- _PROBLEM STATEMENT_: When a line in the data below includes "Number", pick it out and copy it.

- _RECORDS FOR THIS TASK_:
****************************************

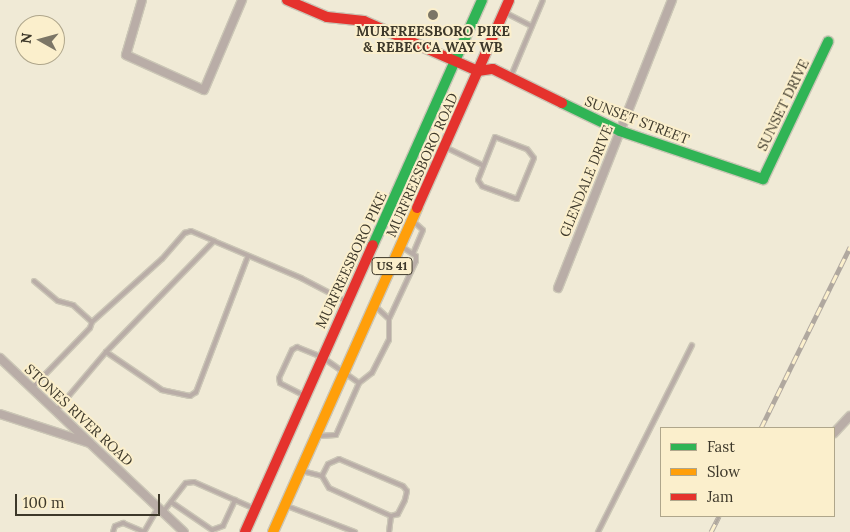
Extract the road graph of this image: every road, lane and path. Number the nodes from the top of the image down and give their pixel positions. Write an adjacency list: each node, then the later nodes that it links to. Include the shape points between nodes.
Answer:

****************************************

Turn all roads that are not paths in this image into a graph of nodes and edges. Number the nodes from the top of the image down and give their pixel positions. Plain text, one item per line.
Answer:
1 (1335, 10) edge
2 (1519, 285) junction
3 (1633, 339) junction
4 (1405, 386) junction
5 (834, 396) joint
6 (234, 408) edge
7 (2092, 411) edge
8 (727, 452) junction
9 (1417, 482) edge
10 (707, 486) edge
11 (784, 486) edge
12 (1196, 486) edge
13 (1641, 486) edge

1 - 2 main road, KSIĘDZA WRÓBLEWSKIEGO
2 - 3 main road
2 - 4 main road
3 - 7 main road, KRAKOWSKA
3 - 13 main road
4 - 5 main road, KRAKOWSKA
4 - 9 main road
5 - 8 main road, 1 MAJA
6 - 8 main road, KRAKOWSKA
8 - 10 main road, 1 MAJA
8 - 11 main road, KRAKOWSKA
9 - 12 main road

****************************************

- _REPLY TO THE EXERCISE_:
Extract the road graph of this image: every road, lane and path. Number the nodes from the top of the image down and give their pixel positions. Write an adjacency list: each node, then the later nodes that it links to. Include the shape points between nodes.
Turn all roads that are not paths in this image into a graph of nodes and edges. Number the nodes from the top of the image down and give their pixel positions. Plain text, one item per line.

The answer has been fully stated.